What to produce: Restate every line of the material, word for word.
□ □ □ □
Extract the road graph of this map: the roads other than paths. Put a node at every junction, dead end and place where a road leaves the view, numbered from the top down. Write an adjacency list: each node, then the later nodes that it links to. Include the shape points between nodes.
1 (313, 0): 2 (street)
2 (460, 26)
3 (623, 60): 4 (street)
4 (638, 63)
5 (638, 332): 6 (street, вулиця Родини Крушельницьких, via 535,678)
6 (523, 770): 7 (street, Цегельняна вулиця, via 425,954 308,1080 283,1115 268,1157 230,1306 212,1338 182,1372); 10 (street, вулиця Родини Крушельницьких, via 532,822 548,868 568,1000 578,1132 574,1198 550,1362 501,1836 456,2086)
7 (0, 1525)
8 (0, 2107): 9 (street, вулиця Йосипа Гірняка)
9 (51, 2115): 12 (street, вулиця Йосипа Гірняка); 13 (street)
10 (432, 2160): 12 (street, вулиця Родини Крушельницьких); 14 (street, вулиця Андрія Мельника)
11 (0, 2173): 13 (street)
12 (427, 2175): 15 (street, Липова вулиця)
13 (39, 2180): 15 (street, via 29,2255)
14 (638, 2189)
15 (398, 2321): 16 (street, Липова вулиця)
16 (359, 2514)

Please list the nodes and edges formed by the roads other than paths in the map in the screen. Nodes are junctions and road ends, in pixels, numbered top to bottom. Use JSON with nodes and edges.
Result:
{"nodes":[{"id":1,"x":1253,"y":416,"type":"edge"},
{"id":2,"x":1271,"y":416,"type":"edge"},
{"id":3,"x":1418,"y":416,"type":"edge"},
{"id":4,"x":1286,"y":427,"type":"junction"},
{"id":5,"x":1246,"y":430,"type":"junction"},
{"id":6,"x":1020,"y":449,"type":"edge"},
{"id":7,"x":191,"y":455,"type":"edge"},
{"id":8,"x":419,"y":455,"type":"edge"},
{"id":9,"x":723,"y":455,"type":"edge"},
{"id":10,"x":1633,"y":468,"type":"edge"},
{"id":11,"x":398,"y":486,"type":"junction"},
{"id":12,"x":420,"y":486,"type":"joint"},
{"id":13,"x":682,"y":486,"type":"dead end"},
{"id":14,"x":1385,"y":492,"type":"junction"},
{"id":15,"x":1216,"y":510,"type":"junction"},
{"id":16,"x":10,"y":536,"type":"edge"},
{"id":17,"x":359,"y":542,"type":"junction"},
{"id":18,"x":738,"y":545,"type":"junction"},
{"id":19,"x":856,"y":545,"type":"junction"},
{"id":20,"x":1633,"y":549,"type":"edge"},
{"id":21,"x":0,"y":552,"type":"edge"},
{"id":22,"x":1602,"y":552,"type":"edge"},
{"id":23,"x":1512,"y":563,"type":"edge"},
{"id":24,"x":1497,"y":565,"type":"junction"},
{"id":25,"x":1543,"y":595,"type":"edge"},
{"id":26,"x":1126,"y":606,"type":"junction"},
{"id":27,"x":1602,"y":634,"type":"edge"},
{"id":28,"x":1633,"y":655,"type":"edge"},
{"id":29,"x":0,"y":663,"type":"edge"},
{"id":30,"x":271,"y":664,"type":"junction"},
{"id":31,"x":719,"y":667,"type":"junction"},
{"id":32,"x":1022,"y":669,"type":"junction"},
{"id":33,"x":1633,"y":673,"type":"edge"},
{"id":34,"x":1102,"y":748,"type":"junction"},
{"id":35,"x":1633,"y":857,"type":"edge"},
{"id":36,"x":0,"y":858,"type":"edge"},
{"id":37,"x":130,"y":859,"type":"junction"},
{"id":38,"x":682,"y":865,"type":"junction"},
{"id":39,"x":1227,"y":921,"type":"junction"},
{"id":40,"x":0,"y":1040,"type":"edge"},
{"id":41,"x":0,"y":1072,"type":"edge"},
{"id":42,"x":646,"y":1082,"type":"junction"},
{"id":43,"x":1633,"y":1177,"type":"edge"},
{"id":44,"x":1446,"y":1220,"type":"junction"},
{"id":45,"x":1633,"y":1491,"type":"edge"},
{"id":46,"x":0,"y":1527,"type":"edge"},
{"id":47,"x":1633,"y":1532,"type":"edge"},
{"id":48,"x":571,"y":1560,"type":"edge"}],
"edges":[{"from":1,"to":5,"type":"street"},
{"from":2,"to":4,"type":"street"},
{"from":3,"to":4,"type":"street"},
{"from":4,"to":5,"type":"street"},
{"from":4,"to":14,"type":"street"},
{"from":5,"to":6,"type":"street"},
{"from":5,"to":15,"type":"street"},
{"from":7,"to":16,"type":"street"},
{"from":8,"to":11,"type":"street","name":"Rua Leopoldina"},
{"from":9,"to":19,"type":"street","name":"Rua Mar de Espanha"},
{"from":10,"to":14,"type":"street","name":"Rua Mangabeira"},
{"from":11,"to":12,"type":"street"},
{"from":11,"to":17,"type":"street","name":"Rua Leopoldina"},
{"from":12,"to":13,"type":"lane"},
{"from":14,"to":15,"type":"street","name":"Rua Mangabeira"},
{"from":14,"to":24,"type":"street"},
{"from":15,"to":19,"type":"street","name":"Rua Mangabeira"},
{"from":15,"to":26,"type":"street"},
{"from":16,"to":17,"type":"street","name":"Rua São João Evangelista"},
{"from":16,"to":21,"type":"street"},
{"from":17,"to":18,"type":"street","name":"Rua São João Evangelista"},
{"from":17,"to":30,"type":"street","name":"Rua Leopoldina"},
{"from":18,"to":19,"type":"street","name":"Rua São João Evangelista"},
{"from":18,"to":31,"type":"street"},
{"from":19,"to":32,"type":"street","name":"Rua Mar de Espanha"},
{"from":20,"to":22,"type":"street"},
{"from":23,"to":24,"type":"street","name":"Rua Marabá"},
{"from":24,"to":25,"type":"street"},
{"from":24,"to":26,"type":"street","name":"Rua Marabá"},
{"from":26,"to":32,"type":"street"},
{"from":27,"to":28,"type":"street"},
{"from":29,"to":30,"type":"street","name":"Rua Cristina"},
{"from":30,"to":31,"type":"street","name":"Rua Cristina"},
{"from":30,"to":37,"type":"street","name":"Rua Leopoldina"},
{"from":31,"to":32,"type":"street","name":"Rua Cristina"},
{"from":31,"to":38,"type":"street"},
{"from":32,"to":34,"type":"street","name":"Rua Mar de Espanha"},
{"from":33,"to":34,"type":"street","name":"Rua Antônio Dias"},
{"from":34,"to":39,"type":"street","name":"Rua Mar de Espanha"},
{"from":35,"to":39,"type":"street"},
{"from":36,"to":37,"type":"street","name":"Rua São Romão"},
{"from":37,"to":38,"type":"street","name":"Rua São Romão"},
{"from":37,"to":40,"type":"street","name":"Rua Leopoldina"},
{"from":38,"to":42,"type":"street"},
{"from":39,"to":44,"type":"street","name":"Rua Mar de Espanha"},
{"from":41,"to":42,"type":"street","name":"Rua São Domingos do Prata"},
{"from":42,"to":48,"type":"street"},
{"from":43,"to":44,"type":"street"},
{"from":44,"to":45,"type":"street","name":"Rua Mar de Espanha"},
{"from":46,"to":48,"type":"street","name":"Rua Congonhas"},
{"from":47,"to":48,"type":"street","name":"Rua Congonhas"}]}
□ □ □ □
Written reply:
Extract the road graph of this map: the roads other than paths. Put a node at every junction, dead end and place where a road leaves the view, numbered from the top down. Write an adjacency list: each node, then the later nodes that it links to. Include the shape points between nodes.
1 (313, 0): 2 (street)
2 (460, 26)
3 (623, 60): 4 (street)
4 (638, 63)
5 (638, 332): 6 (street, вулиця Родини Крушельницьких, via 535,678)
6 (523, 770): 7 (street, Цегельняна вулиця, via 425,954 308,1080 283,1115 268,1157 230,1306 212,1338 182,1372); 10 (street, вулиця Родини Крушельницьких, via 532,822 548,868 568,1000 578,1132 574,1198 550,1362 501,1836 456,2086)
7 (0, 1525)
8 (0, 2107): 9 (street, вулиця Йосипа Гірняка)
9 (51, 2115): 12 (street, вулиця Йосипа Гірняка); 13 (street)
10 (432, 2160): 12 (street, вулиця Родини Крушельницьких); 14 (street, вулиця Андрія Мельника)
11 (0, 2173): 13 (street)
12 (427, 2175): 15 (street, Липова вулиця)
13 (39, 2180): 15 (street, via 29,2255)
14 (638, 2189)
15 (398, 2321): 16 (street, Липова вулиця)
16 (359, 2514)

Please list the nodes and edges formed by the roads other than paths in the map in the screen. Nodes are junctions and road ends, in pixels, numbered top to bottom. Use JSON with nodes and edges.
Result:
{"nodes":[{"id":1,"x":1253,"y":416,"type":"edge"},
{"id":2,"x":1271,"y":416,"type":"edge"},
{"id":3,"x":1418,"y":416,"type":"edge"},
{"id":4,"x":1286,"y":427,"type":"junction"},
{"id":5,"x":1246,"y":430,"type":"junction"},
{"id":6,"x":1020,"y":449,"type":"edge"},
{"id":7,"x":191,"y":455,"type":"edge"},
{"id":8,"x":419,"y":455,"type":"edge"},
{"id":9,"x":723,"y":455,"type":"edge"},
{"id":10,"x":1633,"y":468,"type":"edge"},
{"id":11,"x":398,"y":486,"type":"junction"},
{"id":12,"x":420,"y":486,"type":"joint"},
{"id":13,"x":682,"y":486,"type":"dead end"},
{"id":14,"x":1385,"y":492,"type":"junction"},
{"id":15,"x":1216,"y":510,"type":"junction"},
{"id":16,"x":10,"y":536,"type":"edge"},
{"id":17,"x":359,"y":542,"type":"junction"},
{"id":18,"x":738,"y":545,"type":"junction"},
{"id":19,"x":856,"y":545,"type":"junction"},
{"id":20,"x":1633,"y":549,"type":"edge"},
{"id":21,"x":0,"y":552,"type":"edge"},
{"id":22,"x":1602,"y":552,"type":"edge"},
{"id":23,"x":1512,"y":563,"type":"edge"},
{"id":24,"x":1497,"y":565,"type":"junction"},
{"id":25,"x":1543,"y":595,"type":"edge"},
{"id":26,"x":1126,"y":606,"type":"junction"},
{"id":27,"x":1602,"y":634,"type":"edge"},
{"id":28,"x":1633,"y":655,"type":"edge"},
{"id":29,"x":0,"y":663,"type":"edge"},
{"id":30,"x":271,"y":664,"type":"junction"},
{"id":31,"x":719,"y":667,"type":"junction"},
{"id":32,"x":1022,"y":669,"type":"junction"},
{"id":33,"x":1633,"y":673,"type":"edge"},
{"id":34,"x":1102,"y":748,"type":"junction"},
{"id":35,"x":1633,"y":857,"type":"edge"},
{"id":36,"x":0,"y":858,"type":"edge"},
{"id":37,"x":130,"y":859,"type":"junction"},
{"id":38,"x":682,"y":865,"type":"junction"},
{"id":39,"x":1227,"y":921,"type":"junction"},
{"id":40,"x":0,"y":1040,"type":"edge"},
{"id":41,"x":0,"y":1072,"type":"edge"},
{"id":42,"x":646,"y":1082,"type":"junction"},
{"id":43,"x":1633,"y":1177,"type":"edge"},
{"id":44,"x":1446,"y":1220,"type":"junction"},
{"id":45,"x":1633,"y":1491,"type":"edge"},
{"id":46,"x":0,"y":1527,"type":"edge"},
{"id":47,"x":1633,"y":1532,"type":"edge"},
{"id":48,"x":571,"y":1560,"type":"edge"}],
"edges":[{"from":1,"to":5,"type":"street"},
{"from":2,"to":4,"type":"street"},
{"from":3,"to":4,"type":"street"},
{"from":4,"to":5,"type":"street"},
{"from":4,"to":14,"type":"street"},
{"from":5,"to":6,"type":"street"},
{"from":5,"to":15,"type":"street"},
{"from":7,"to":16,"type":"street"},
{"from":8,"to":11,"type":"street","name":"Rua Leopoldina"},
{"from":9,"to":19,"type":"street","name":"Rua Mar de Espanha"},
{"from":10,"to":14,"type":"street","name":"Rua Mangabeira"},
{"from":11,"to":12,"type":"street"},
{"from":11,"to":17,"type":"street","name":"Rua Leopoldina"},
{"from":12,"to":13,"type":"lane"},
{"from":14,"to":15,"type":"street","name":"Rua Mangabeira"},
{"from":14,"to":24,"type":"street"},
{"from":15,"to":19,"type":"street","name":"Rua Mangabeira"},
{"from":15,"to":26,"type":"street"},
{"from":16,"to":17,"type":"street","name":"Rua São João Evangelista"},
{"from":16,"to":21,"type":"street"},
{"from":17,"to":18,"type":"street","name":"Rua São João Evangelista"},
{"from":17,"to":30,"type":"street","name":"Rua Leopoldina"},
{"from":18,"to":19,"type":"street","name":"Rua São João Evangelista"},
{"from":18,"to":31,"type":"street"},
{"from":19,"to":32,"type":"street","name":"Rua Mar de Espanha"},
{"from":20,"to":22,"type":"street"},
{"from":23,"to":24,"type":"street","name":"Rua Marabá"},
{"from":24,"to":25,"type":"street"},
{"from":24,"to":26,"type":"street","name":"Rua Marabá"},
{"from":26,"to":32,"type":"street"},
{"from":27,"to":28,"type":"street"},
{"from":29,"to":30,"type":"street","name":"Rua Cristina"},
{"from":30,"to":31,"type":"street","name":"Rua Cristina"},
{"from":30,"to":37,"type":"street","name":"Rua Leopoldina"},
{"from":31,"to":32,"type":"street","name":"Rua Cristina"},
{"from":31,"to":38,"type":"street"},
{"from":32,"to":34,"type":"street","name":"Rua Mar de Espanha"},
{"from":33,"to":34,"type":"street","name":"Rua Antônio Dias"},
{"from":34,"to":39,"type":"street","name":"Rua Mar de Espanha"},
{"from":35,"to":39,"type":"street"},
{"from":36,"to":37,"type":"street","name":"Rua São Romão"},
{"from":37,"to":38,"type":"street","name":"Rua São Romão"},
{"from":37,"to":40,"type":"street","name":"Rua Leopoldina"},
{"from":38,"to":42,"type":"street"},
{"from":39,"to":44,"type":"street","name":"Rua Mar de Espanha"},
{"from":41,"to":42,"type":"street","name":"Rua São Domingos do Prata"},
{"from":42,"to":48,"type":"street"},
{"from":43,"to":44,"type":"street"},
{"from":44,"to":45,"type":"street","name":"Rua Mar de Espanha"},
{"from":46,"to":48,"type":"street","name":"Rua Congonhas"},
{"from":47,"to":48,"type":"street","name":"Rua Congonhas"}]}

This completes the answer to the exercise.